A well-written program is hard to exploit, but badly written programs
can often be exploited in ways that allow execution of untrusted code.
For instance, the fingerd bug exploited so spectacularly by Robert Morris
handed a program more input that it was ready to accept, and the program
stupidly kept writing the input into the array, past the end, and out
into the stack, where it could be later interpreted as executable code.
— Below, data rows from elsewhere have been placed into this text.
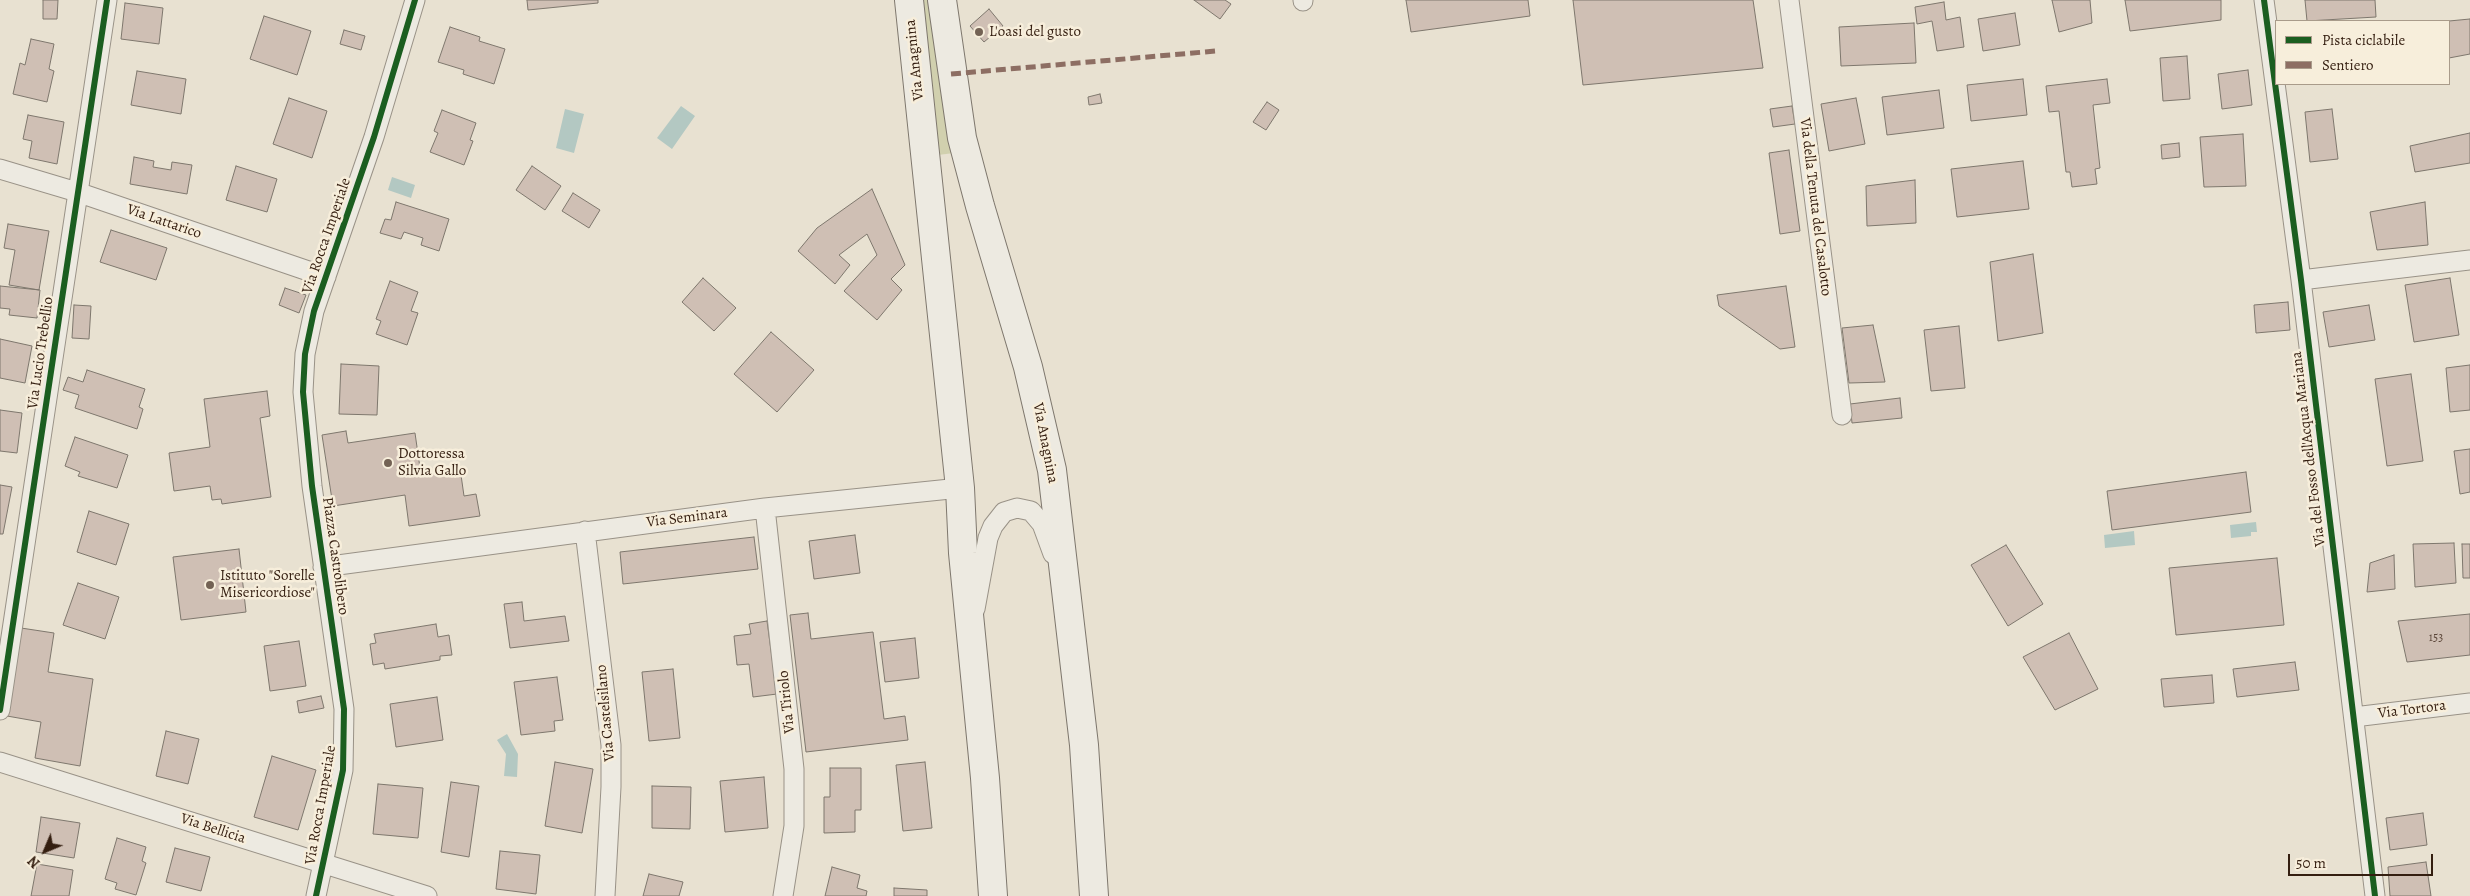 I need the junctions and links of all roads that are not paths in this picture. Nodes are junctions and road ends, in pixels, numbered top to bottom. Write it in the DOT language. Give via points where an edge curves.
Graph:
graph roads {
  1 [pos="106,0"];
  2 [pos="414,0"];
  3 [pos="909,0"];
  4 [pos="942,0"];
  5 [pos="1789,0"];
  6 [pos="2264,0"];
  7 [pos="2275,83"];
  8 [pos="2275,85"];
  9 [pos="0,169"];
  10 [pos="77,192"];
  11 [pos="2470,260"];
  12 [pos="326,277"];
  13 [pos="2301,280"];
  14 [pos="1842,414"];
  15 [pos="312,486"];
  16 [pos="960,488"];
  17 [pos="765,508"];
  18 [pos="585,531"];
  19 [pos="414,554"];
  20 [pos="323,567"];
  21 [pos="332,629"];
  22 [pos="970,632"];
  23 [pos="1076,662"];
  24 [pos="2470,703"];
  25 [pos="0,710"];
  26 [pos="2354,717"];
  27 [pos="0,762"];
  28 [pos="323,864"];
  29 [pos="316,896"];
  30 [pos="427,896"];
  31 [pos="605,896"];
  32 [pos="783,896"];
  33 [pos="993,896"];
  34 [pos="1094,896"];
  35 [pos="2375,896"];
  1 -- 10 [label="street, Via Lucio Trebellio"];
  2 -- 12 [label="street, Via Rocca Imperiale" via="374,136"];
  3 -- 16 [label="main road, Via Anagnina"];
  4 -- 23 [label="main road, Via Anagnina" via="962,138 1028,367 1046,443 1057,504"];
  5 -- 14 [label="street, Via della Tenuta del Casalotto"];
  6 -- 7 [label="street, Via del Fosso dell'Acqua Mariana"];
  8 -- 13 [label="street, Via del Fosso dell'Acqua Mariana"];
  9 -- 10 [label="street, Via Lattarico"];
  10 -- 12 [label="street, Via Lattarico"];
  10 -- 25 [label="street, Via Lucio Trebellio"];
  11 -- 13 [label="street"];
  12 -- 15 [label="street, Via Rocca Imperiale" via="312,322 305,362 304,402"];
  13 -- 26 [label="street, Via del Fosso dell'Acqua Mariana"];
  15 -- 20 [label="street, Piazza Castrolibero"];
  16 -- 17 [label="street, Via Seminara"];
  16 -- 22 [label="main road, Via Anagnina"];
  17 -- 18 [label="street, Via Seminara"];
  17 -- 32 [label="street, Via Tiriolo" via="795,784 792,843"];
  18 -- 19 [label="street, Via Seminara"];
  18 -- 31 [label="street, Via Castelsilano" via="610,733"];
  19 -- 20 [label="street, Piazza Castrolibero"];
  20 -- 21 [label="street, Piazza Castrolibero"];
  21 -- 28 [label="street, Via Rocca Imperiale" via="343,694 345,740 343,770"];
  22 -- 23 [label="street" via="990,532 1004,512 1027,509 1037,516 1050,543"];
  22 -- 33 [label="main road, Via Anagnina"];
  23 -- 34 [label="main road, Via Anagnina"];
  24 -- 26 [label="street, Via Tortora"];
  26 -- 35 [label="street, Via del Fosso dell'Acqua Mariana"];
  27 -- 28 [label="street, Via Bellicia"];
  28 -- 29 [label="street, Via Rocca Imperiale"];
  28 -- 30 [label="street, Via Bellicia"];
}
If a popular GIF or JPEG interpreter was written that badly, you could 
possibly devise a GIF that lies about how big it is and encourages
the program to scribble on its stack.  Now, there probably aren't any
like that, and it'd probably have to be Netscape or MSIE or Lview
to be widespread enough to make an attack like that worthwhile.
(I'd bet on MSIE, of the three of them :-)  Does Microsoft have some sort
of Really Cool Extension to JPEG, allowing Macros for Self-Modifying JPEGs,
trying to out-do Netscape's animated GIFs?)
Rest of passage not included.